MEMORANDUM OPINION AND ORDER

GREGORY H. WOODS, United States District Judge

This Freedom of Information Act litigation concerns a request by the American Civil Liberties Union for records pertaining to the United States Department of Justice’s policy on giving notice to criminal defendants and others against whom it intends to use evidence derived from war-rantless surveillance authorized by the FISA Amendments Act. Two prior rulings of the Court have narrowed the issues in this case significantly. Two questions remain: (1) May the DOJ withhold approximately 45 responsive documents as work product pursuant to FOIA Exemption 5? (2) Do any of the approximately 80 documents withheld by the DOJ under FOIA Exemption 5 contain segregable non-exempt information that must be disclosed? Because the affidavits submitted by the DOJ adequately demonstrate that the documents are protected work product and do not contain segregable information, the DOJ’s motion for summary judgment is GRANTED.

I. INTRODUCTION

This dispute between the American Civil Liberties Union (“ACLU”) and the United States Department of Justice (“DOJ”) began on March 29, 2013, when the ACLU requested records pertaining to the DOJ’s policy regarding the provision of notice to criminal defendants and others against whom it intends to use evidence derived from warrantless surveillance authorized by the FISA Amendments Act, 50 U.S.C. §§ 1881a et seq. (“FAA”). See Complaint, ■Dkt. No. 1, ¶ 18. The ACLU filed this lawsuit on October 17, 2013, seeking an injunction requiring the DOJ to process its request, after the DOJ failed to respond timely. The full text of the ACLU’s FOIA request is provided in the Court’s March 3, 2015 and September 27, 2016 orders. Dkt. Nos. 35, 61 (the “2015 Opinion” and “2016 Opinion,” respectively).

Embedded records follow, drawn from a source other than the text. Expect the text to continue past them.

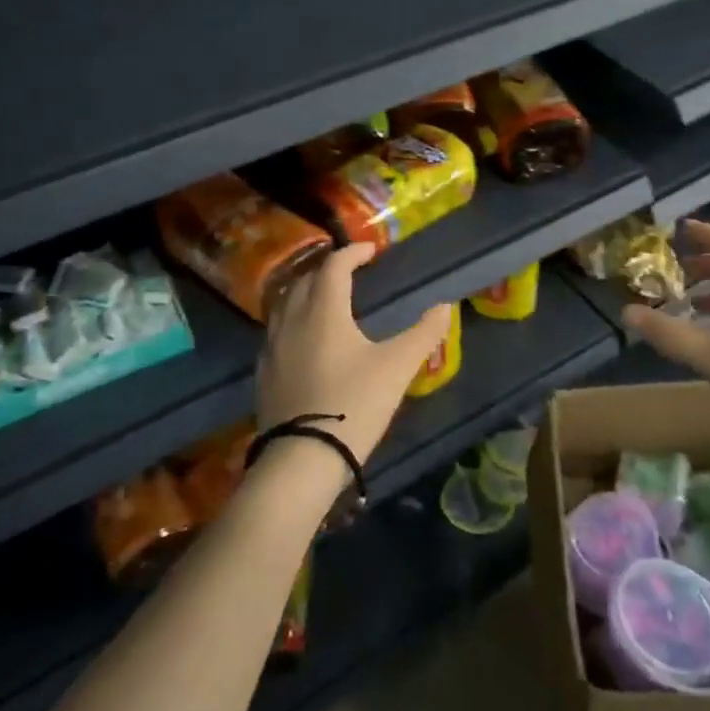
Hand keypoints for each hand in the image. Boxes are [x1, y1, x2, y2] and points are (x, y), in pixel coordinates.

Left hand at [256, 244, 452, 465]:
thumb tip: (445, 306)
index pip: (334, 266)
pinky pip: (276, 330)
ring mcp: (272, 347)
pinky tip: (306, 338)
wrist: (302, 459)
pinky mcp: (264, 373)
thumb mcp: (397, 368)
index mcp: (323, 311)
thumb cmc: (353, 404)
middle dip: (328, 268)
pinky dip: (293, 318)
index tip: (371, 250)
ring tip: (327, 298)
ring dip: (307, 291)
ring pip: (285, 303)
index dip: (353, 253)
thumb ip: (423, 333)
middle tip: (351, 271)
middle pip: (306, 280)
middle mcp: (292, 320)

Although the DOJ has located approximately 80 documents responsive to the ACLU’s request, it has not produced any of them to the ACLU. Rather, the DOJ has withheld all responsive documents pursuant to FOIA Exemption 5, which exempts from disclosure “inter-agency or in-[221]*221tra-agency memorandums or letters which would not be available by law to a party other than an agency in litigation with the agency....” 5 U.S.C. § 552(b)(5).

At various stages in this litigation, the ACLU has challenged both the adequacy of the DOJ’s searches for responsive documents and the applicability of Exemption 5 to the responsive documents the DOJ has withheld. In the 2015 Opinion and the 2016 Opinion, the Court ruled upon the adequacy of the DOJ’s searches and the applicability of Exemption 5 to 36 of the responsive documents the DOJ withheld. The Court concluded that Exemption 5 applied to the documents withheld by the DOJ National Security Division (“NSD”), with the exception of NSD Doc. No. 7. The issues remaining for resolution by the Court are (1) the applicability of Exemption 5 to NSD Doc. No. 7 and to documents withheld by the DOJ Executive Office for United States Attorneys (“EOUSA”) and (2) whether any of the documents properly withheld under Exemption 5 in the first instance contain segregable non-exempt material that must be disclosed to the ACLU.

In the 2016 Opinion, the Court granted the DOJ the opportunity to further substantiate its claim of work product protection with respect to the EOUSA documents and NSD Doc. No. 7. The Court also ordered the DOJ to conduct a segreg-ability analysis with respect to the NSD documents entitled to protection under Exemption 5. The Court deferred ruling on segregability as to the withheld EOUSA documents and NSD Doc. No. 7 pending its determination regarding the applicability of Exemption 5 to those documents.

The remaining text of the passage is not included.